Segment Start: INFORMATION SUPPLIED
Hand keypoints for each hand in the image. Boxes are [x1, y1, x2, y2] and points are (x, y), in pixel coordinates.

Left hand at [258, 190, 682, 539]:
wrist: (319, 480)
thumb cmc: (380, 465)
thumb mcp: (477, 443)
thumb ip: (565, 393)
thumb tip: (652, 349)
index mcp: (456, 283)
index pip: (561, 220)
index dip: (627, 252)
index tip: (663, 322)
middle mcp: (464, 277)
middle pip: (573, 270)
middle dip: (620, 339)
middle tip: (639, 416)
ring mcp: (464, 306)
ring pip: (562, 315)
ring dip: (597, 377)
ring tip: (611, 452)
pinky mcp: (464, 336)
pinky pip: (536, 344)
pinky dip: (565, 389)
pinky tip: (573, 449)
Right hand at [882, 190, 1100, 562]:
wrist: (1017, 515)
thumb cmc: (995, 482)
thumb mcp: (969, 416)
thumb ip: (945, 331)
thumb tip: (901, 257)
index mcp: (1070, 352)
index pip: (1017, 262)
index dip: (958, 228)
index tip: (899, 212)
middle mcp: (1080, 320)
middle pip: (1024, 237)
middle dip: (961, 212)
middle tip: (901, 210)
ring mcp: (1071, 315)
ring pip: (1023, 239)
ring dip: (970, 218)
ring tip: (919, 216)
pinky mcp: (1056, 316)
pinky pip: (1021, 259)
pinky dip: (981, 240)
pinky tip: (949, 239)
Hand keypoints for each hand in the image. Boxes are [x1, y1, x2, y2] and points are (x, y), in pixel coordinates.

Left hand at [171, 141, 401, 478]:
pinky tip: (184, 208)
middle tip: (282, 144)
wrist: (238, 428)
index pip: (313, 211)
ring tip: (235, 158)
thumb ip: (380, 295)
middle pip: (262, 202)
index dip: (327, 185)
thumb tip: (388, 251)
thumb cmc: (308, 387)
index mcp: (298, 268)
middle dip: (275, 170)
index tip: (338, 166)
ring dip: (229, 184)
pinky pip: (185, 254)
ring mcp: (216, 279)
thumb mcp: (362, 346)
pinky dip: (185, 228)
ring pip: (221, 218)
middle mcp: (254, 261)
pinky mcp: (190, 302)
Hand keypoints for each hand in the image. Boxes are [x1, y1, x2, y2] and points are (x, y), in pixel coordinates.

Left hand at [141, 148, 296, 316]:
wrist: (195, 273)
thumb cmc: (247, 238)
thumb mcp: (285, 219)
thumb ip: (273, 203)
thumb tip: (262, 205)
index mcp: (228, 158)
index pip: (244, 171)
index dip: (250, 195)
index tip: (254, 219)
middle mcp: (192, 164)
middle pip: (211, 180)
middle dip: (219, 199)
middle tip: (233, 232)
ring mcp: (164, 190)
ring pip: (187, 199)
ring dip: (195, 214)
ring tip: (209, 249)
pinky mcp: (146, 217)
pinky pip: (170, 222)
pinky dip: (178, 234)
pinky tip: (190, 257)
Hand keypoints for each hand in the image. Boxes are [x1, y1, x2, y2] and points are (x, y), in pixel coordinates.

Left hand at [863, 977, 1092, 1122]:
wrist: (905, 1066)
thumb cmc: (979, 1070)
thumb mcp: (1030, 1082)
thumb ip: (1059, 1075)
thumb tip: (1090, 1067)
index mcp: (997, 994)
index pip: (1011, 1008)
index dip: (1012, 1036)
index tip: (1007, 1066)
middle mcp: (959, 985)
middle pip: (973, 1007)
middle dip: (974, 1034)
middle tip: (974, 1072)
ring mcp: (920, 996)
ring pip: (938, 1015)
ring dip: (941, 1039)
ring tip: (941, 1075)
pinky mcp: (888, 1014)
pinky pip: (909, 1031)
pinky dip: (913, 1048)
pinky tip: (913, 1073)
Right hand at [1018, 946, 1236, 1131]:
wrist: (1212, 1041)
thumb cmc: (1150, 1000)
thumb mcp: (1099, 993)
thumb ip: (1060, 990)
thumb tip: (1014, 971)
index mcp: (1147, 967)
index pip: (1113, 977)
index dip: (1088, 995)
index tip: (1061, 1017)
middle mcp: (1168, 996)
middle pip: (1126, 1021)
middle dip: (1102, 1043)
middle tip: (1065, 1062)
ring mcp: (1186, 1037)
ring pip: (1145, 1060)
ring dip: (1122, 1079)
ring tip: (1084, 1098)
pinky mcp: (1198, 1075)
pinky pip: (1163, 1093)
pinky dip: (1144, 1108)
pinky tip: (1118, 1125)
Segment End: INFORMATION SUPPLIED
Segment Start: INFORMATION SUPPLIED
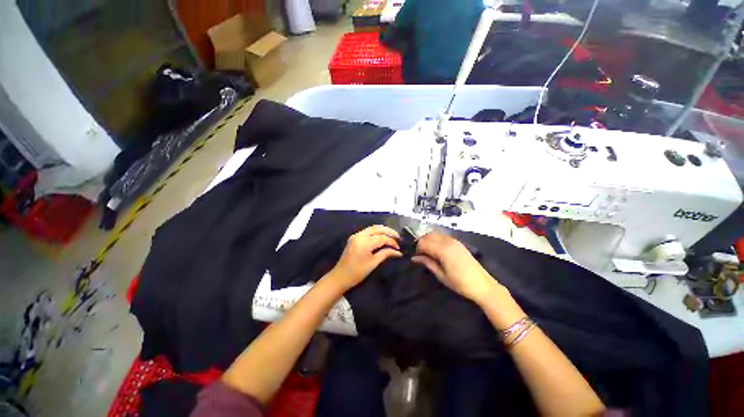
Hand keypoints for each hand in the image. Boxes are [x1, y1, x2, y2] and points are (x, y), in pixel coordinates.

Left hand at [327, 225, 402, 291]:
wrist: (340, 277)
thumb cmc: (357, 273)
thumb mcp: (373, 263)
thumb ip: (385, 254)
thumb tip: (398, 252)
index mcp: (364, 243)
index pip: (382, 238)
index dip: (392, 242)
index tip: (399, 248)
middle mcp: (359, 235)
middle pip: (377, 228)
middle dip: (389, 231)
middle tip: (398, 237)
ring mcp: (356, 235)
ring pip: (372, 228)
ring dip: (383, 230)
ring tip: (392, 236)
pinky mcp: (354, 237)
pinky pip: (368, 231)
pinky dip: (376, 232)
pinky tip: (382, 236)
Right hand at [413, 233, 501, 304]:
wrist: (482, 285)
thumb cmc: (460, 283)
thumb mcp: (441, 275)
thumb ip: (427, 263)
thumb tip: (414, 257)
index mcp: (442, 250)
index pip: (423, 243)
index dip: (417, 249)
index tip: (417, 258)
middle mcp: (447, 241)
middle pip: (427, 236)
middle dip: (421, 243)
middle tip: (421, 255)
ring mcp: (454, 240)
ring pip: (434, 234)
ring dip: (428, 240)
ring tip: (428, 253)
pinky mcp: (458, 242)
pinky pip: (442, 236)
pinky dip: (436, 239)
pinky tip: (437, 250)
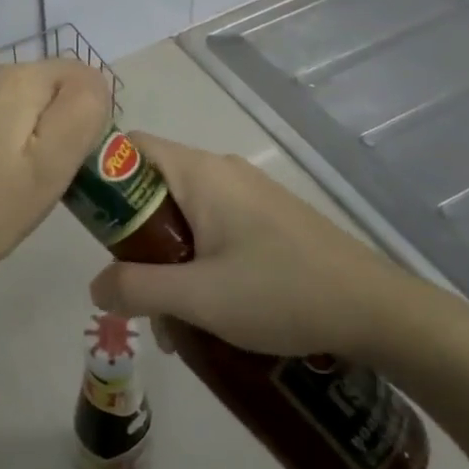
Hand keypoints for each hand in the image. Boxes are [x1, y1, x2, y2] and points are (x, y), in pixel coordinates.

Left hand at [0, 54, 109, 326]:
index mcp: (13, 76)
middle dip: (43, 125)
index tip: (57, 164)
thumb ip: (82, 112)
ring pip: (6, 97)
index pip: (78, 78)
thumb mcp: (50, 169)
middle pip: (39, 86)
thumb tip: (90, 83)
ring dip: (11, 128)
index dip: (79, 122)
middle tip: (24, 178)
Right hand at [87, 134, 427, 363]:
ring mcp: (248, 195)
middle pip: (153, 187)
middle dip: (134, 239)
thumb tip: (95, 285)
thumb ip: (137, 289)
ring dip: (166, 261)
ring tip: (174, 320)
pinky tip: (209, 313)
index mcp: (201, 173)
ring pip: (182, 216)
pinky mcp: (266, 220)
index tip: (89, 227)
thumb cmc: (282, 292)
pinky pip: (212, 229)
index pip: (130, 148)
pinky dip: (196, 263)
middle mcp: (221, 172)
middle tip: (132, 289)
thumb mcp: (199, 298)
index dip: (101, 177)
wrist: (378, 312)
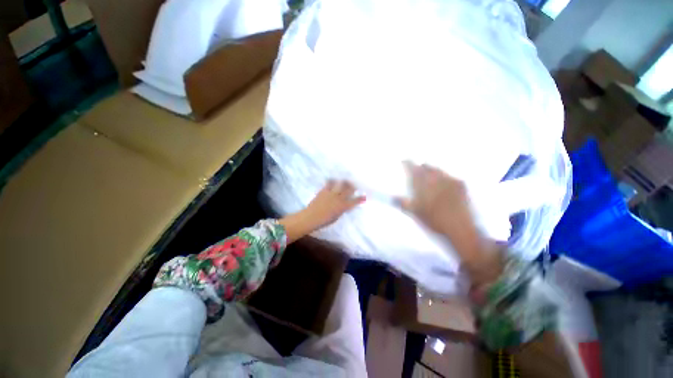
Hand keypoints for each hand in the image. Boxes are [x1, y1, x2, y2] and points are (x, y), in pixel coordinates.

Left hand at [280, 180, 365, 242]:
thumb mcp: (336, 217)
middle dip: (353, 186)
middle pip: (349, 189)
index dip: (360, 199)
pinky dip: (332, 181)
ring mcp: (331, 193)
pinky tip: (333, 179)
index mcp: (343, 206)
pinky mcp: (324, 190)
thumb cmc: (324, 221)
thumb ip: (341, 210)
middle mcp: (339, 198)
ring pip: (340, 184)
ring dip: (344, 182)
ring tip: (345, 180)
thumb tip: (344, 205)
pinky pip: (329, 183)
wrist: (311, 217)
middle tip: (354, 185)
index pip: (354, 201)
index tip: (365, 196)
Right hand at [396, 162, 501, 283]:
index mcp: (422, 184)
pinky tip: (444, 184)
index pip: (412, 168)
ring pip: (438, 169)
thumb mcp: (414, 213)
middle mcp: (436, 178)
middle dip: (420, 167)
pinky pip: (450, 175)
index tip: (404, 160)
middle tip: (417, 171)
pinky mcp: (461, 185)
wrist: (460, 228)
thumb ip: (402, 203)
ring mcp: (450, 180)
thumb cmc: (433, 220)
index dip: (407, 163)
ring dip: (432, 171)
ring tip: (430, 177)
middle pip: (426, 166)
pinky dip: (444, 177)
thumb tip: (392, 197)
Segment End: INFORMATION SUPPLIED
Segment Start: INFORMATION SUPPLIED
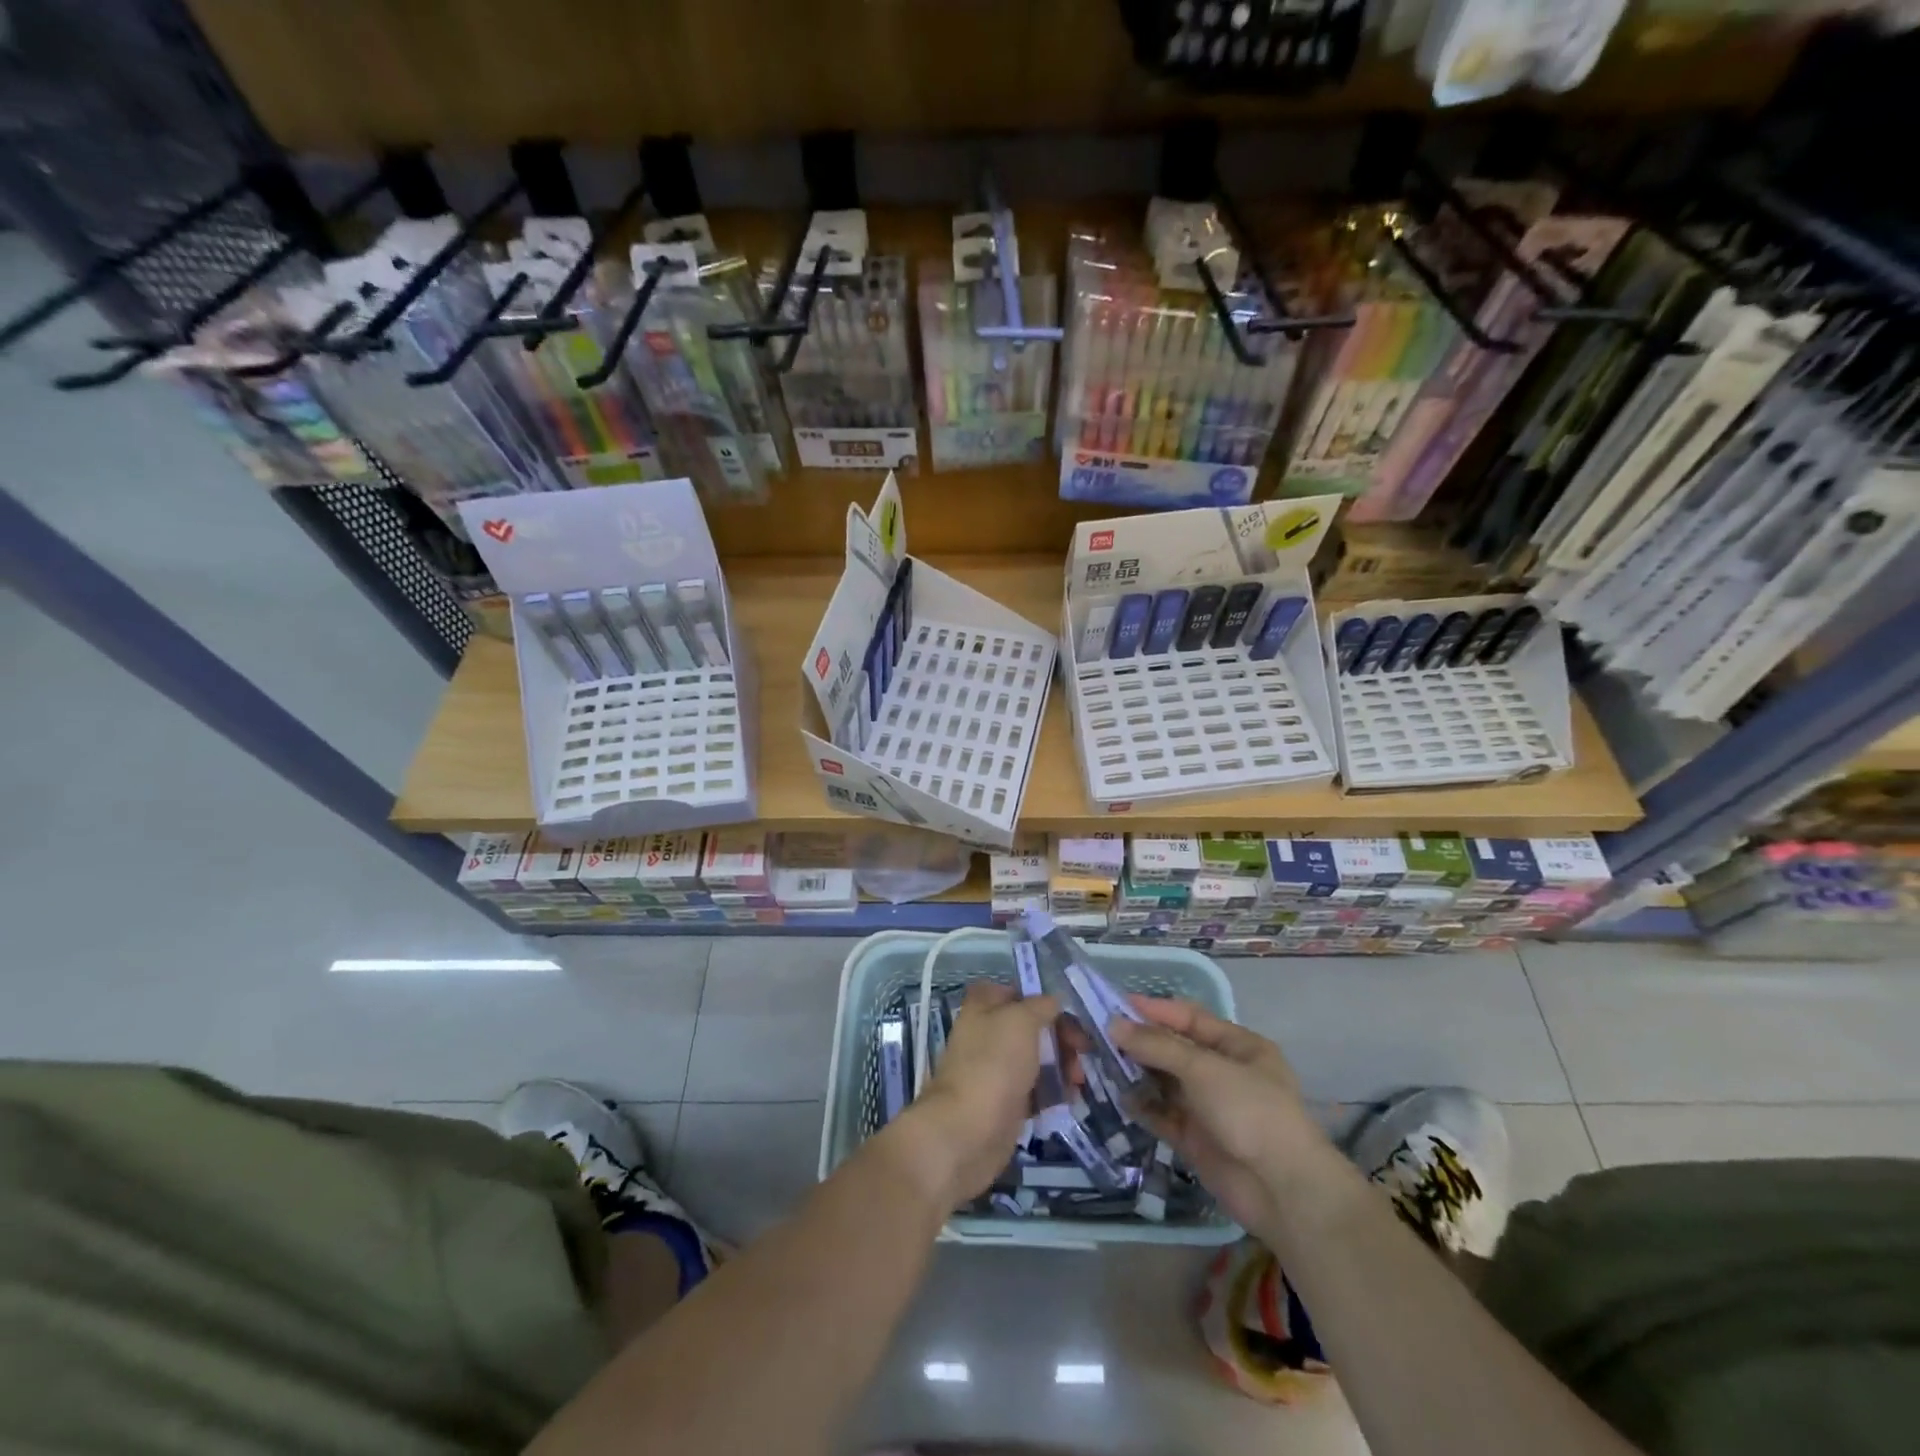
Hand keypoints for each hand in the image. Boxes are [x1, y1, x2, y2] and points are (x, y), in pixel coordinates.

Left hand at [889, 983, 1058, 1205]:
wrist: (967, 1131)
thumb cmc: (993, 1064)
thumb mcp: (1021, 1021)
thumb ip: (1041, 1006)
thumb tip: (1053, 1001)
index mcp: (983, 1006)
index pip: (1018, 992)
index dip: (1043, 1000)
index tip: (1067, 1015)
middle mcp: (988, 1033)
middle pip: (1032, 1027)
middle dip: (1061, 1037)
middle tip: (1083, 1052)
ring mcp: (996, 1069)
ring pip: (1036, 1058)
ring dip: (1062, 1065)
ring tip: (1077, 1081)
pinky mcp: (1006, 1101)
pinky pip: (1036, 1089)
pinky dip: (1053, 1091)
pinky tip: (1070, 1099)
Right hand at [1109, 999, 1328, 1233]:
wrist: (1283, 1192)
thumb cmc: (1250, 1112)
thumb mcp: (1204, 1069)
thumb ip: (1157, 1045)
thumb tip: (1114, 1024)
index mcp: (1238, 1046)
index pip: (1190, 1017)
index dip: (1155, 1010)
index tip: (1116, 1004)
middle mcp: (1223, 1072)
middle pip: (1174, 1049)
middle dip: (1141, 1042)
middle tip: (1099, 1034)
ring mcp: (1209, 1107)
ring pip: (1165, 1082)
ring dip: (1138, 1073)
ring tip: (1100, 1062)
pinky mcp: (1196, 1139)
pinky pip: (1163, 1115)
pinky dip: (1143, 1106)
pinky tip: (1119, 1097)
Segment End: INFORMATION SUPPLIED
• _PROBLEM DESCRIPTION_
Would you write out exactly the lines above, starting at the line containing "pinky pip: (212, 229)" and stopping after the line containing "thumb tip: (392, 197)"? Omit the pictures.

• _SOLVED EXERCISE_
pinky pip: (212, 229)
index pip: (130, 148)
pinky dip: (196, 263)
middle mcp: (221, 172)
middle tip: (132, 289)
thumb mcp: (199, 298)
index dip: (101, 177)
wrist: (378, 312)
Hand keypoints for each hand in the image. Boxes are [x1, y1, x2, y2] and points are (x, y), in pixel coordinates.

Left hand at [280, 180, 365, 242]:
thumb mcp: (336, 217)
middle dip: (353, 186)
middle pip: (349, 189)
index dip: (360, 199)
pinky dip: (332, 181)
ring mcp: (331, 193)
pinky tip: (333, 179)
index mcp: (343, 206)
pinky mcp: (324, 190)
thumb cmc: (324, 221)
thumb ip: (341, 210)
middle mcp: (339, 198)
ring pip: (340, 184)
ring dip: (344, 182)
ring tip: (345, 180)
thumb tip: (344, 205)
pinky pip: (329, 183)
wrist: (311, 217)
middle tip: (354, 185)
index pip: (354, 201)
index tip: (365, 196)
Right hand at [396, 162, 501, 283]:
index mcp: (422, 184)
pinky tip: (444, 184)
index pip: (412, 168)
ring pip: (438, 169)
thumb mcp: (414, 213)
middle mcp: (436, 178)
middle dip: (420, 167)
pinky pip: (450, 175)
index tip: (404, 160)
middle tip: (417, 171)
pinky mcp: (461, 185)
wrist: (460, 228)
thumb ip: (402, 203)
ring mcp: (450, 180)
thumb cmc: (433, 220)
index dip: (407, 163)
ring dip: (432, 171)
ring tip: (430, 177)
middle pip: (426, 166)
pinky dip: (444, 177)
thumb tip: (392, 197)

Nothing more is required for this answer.